■ **Task brief**:
Produce all the records again exactly as they stand.

────────────────────────────────────────

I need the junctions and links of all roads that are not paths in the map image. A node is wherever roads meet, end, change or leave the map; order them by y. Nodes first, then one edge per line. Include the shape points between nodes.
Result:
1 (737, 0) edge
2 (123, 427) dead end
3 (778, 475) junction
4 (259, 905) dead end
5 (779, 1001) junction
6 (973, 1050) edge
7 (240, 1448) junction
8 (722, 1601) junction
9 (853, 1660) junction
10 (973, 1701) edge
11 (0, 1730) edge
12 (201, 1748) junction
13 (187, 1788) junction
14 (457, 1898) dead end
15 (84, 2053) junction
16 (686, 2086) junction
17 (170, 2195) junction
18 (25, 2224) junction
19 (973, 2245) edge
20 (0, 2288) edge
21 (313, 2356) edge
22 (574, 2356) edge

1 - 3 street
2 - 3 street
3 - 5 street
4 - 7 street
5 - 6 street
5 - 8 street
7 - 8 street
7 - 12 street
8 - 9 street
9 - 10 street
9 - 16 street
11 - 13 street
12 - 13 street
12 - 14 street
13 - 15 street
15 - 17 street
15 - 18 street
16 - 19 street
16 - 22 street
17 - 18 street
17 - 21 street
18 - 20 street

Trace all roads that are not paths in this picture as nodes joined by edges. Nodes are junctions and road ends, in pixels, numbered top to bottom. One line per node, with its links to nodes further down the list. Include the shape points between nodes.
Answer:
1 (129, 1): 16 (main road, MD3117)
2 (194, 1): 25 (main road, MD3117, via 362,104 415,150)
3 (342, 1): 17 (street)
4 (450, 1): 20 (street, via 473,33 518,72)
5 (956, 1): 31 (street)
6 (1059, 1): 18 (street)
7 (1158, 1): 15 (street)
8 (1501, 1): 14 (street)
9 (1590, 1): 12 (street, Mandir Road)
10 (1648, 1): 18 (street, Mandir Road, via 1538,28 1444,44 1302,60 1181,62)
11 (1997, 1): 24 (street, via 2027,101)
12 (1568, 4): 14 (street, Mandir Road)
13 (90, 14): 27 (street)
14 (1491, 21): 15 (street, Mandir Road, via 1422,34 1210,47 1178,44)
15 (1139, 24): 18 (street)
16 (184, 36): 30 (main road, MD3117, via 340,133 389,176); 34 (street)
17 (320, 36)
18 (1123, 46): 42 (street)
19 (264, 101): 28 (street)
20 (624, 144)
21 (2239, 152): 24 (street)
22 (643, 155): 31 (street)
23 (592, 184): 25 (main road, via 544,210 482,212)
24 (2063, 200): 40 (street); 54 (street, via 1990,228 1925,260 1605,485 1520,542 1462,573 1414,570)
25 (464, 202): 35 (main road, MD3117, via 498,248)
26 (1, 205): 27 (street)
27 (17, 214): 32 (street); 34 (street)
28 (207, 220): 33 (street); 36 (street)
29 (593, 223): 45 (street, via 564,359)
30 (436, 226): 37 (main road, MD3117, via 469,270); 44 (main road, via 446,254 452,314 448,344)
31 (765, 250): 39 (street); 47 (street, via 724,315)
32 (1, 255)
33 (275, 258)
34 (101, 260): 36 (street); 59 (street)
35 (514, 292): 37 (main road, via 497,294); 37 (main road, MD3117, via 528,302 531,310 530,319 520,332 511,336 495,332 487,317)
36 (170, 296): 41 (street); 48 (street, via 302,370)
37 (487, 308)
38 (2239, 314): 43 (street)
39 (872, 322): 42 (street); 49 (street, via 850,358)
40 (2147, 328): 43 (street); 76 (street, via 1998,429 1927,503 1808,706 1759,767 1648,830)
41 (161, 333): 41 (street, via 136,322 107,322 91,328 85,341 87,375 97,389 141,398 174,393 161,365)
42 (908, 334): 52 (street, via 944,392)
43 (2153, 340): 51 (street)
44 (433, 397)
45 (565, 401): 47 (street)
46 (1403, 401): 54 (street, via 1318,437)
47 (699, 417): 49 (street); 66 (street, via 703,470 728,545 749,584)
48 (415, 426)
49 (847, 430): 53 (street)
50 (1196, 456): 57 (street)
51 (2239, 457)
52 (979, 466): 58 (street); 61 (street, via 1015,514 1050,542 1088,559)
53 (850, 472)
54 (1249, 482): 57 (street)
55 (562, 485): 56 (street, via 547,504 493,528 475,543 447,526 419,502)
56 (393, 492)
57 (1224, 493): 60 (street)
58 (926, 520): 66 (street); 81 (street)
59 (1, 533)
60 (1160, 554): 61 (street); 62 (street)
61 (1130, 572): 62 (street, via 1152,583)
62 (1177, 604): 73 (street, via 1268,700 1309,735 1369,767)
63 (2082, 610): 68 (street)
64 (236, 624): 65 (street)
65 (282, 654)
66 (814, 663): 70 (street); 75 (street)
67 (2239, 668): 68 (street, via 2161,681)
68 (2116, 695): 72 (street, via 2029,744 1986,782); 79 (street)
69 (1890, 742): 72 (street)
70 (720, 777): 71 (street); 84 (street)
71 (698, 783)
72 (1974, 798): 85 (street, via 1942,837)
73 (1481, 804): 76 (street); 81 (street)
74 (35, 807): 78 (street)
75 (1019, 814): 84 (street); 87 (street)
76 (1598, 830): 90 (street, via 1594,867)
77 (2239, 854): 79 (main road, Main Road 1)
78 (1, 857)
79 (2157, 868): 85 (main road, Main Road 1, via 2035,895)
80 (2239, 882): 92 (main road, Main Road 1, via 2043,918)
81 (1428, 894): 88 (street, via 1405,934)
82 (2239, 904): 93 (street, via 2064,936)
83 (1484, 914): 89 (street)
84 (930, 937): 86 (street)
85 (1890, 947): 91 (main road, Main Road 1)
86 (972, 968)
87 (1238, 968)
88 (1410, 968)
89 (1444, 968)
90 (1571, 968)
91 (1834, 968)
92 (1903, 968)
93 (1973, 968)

────────────────────────────────────────

■ **Answer box**:
I need the junctions and links of all roads that are not paths in the map image. A node is wherever roads meet, end, change or leave the map; order them by y. Nodes first, then one edge per line. Include the shape points between nodes.
Result:
1 (737, 0) edge
2 (123, 427) dead end
3 (778, 475) junction
4 (259, 905) dead end
5 (779, 1001) junction
6 (973, 1050) edge
7 (240, 1448) junction
8 (722, 1601) junction
9 (853, 1660) junction
10 (973, 1701) edge
11 (0, 1730) edge
12 (201, 1748) junction
13 (187, 1788) junction
14 (457, 1898) dead end
15 (84, 2053) junction
16 (686, 2086) junction
17 (170, 2195) junction
18 (25, 2224) junction
19 (973, 2245) edge
20 (0, 2288) edge
21 (313, 2356) edge
22 (574, 2356) edge

1 - 3 street
2 - 3 street
3 - 5 street
4 - 7 street
5 - 6 street
5 - 8 street
7 - 8 street
7 - 12 street
8 - 9 street
9 - 10 street
9 - 16 street
11 - 13 street
12 - 13 street
12 - 14 street
13 - 15 street
15 - 17 street
15 - 18 street
16 - 19 street
16 - 22 street
17 - 18 street
17 - 21 street
18 - 20 street

Trace all roads that are not paths in this picture as nodes joined by edges. Nodes are junctions and road ends, in pixels, numbered top to bottom. One line per node, with its links to nodes further down the list. Include the shape points between nodes.
Answer:
1 (129, 1): 16 (main road, MD3117)
2 (194, 1): 25 (main road, MD3117, via 362,104 415,150)
3 (342, 1): 17 (street)
4 (450, 1): 20 (street, via 473,33 518,72)
5 (956, 1): 31 (street)
6 (1059, 1): 18 (street)
7 (1158, 1): 15 (street)
8 (1501, 1): 14 (street)
9 (1590, 1): 12 (street, Mandir Road)
10 (1648, 1): 18 (street, Mandir Road, via 1538,28 1444,44 1302,60 1181,62)
11 (1997, 1): 24 (street, via 2027,101)
12 (1568, 4): 14 (street, Mandir Road)
13 (90, 14): 27 (street)
14 (1491, 21): 15 (street, Mandir Road, via 1422,34 1210,47 1178,44)
15 (1139, 24): 18 (street)
16 (184, 36): 30 (main road, MD3117, via 340,133 389,176); 34 (street)
17 (320, 36)
18 (1123, 46): 42 (street)
19 (264, 101): 28 (street)
20 (624, 144)
21 (2239, 152): 24 (street)
22 (643, 155): 31 (street)
23 (592, 184): 25 (main road, via 544,210 482,212)
24 (2063, 200): 40 (street); 54 (street, via 1990,228 1925,260 1605,485 1520,542 1462,573 1414,570)
25 (464, 202): 35 (main road, MD3117, via 498,248)
26 (1, 205): 27 (street)
27 (17, 214): 32 (street); 34 (street)
28 (207, 220): 33 (street); 36 (street)
29 (593, 223): 45 (street, via 564,359)
30 (436, 226): 37 (main road, MD3117, via 469,270); 44 (main road, via 446,254 452,314 448,344)
31 (765, 250): 39 (street); 47 (street, via 724,315)
32 (1, 255)
33 (275, 258)
34 (101, 260): 36 (street); 59 (street)
35 (514, 292): 37 (main road, via 497,294); 37 (main road, MD3117, via 528,302 531,310 530,319 520,332 511,336 495,332 487,317)
36 (170, 296): 41 (street); 48 (street, via 302,370)
37 (487, 308)
38 (2239, 314): 43 (street)
39 (872, 322): 42 (street); 49 (street, via 850,358)
40 (2147, 328): 43 (street); 76 (street, via 1998,429 1927,503 1808,706 1759,767 1648,830)
41 (161, 333): 41 (street, via 136,322 107,322 91,328 85,341 87,375 97,389 141,398 174,393 161,365)
42 (908, 334): 52 (street, via 944,392)
43 (2153, 340): 51 (street)
44 (433, 397)
45 (565, 401): 47 (street)
46 (1403, 401): 54 (street, via 1318,437)
47 (699, 417): 49 (street); 66 (street, via 703,470 728,545 749,584)
48 (415, 426)
49 (847, 430): 53 (street)
50 (1196, 456): 57 (street)
51 (2239, 457)
52 (979, 466): 58 (street); 61 (street, via 1015,514 1050,542 1088,559)
53 (850, 472)
54 (1249, 482): 57 (street)
55 (562, 485): 56 (street, via 547,504 493,528 475,543 447,526 419,502)
56 (393, 492)
57 (1224, 493): 60 (street)
58 (926, 520): 66 (street); 81 (street)
59 (1, 533)
60 (1160, 554): 61 (street); 62 (street)
61 (1130, 572): 62 (street, via 1152,583)
62 (1177, 604): 73 (street, via 1268,700 1309,735 1369,767)
63 (2082, 610): 68 (street)
64 (236, 624): 65 (street)
65 (282, 654)
66 (814, 663): 70 (street); 75 (street)
67 (2239, 668): 68 (street, via 2161,681)
68 (2116, 695): 72 (street, via 2029,744 1986,782); 79 (street)
69 (1890, 742): 72 (street)
70 (720, 777): 71 (street); 84 (street)
71 (698, 783)
72 (1974, 798): 85 (street, via 1942,837)
73 (1481, 804): 76 (street); 81 (street)
74 (35, 807): 78 (street)
75 (1019, 814): 84 (street); 87 (street)
76 (1598, 830): 90 (street, via 1594,867)
77 (2239, 854): 79 (main road, Main Road 1)
78 (1, 857)
79 (2157, 868): 85 (main road, Main Road 1, via 2035,895)
80 (2239, 882): 92 (main road, Main Road 1, via 2043,918)
81 (1428, 894): 88 (street, via 1405,934)
82 (2239, 904): 93 (street, via 2064,936)
83 (1484, 914): 89 (street)
84 (930, 937): 86 (street)
85 (1890, 947): 91 (main road, Main Road 1)
86 (972, 968)
87 (1238, 968)
88 (1410, 968)
89 (1444, 968)
90 (1571, 968)
91 (1834, 968)
92 (1903, 968)
93 (1973, 968)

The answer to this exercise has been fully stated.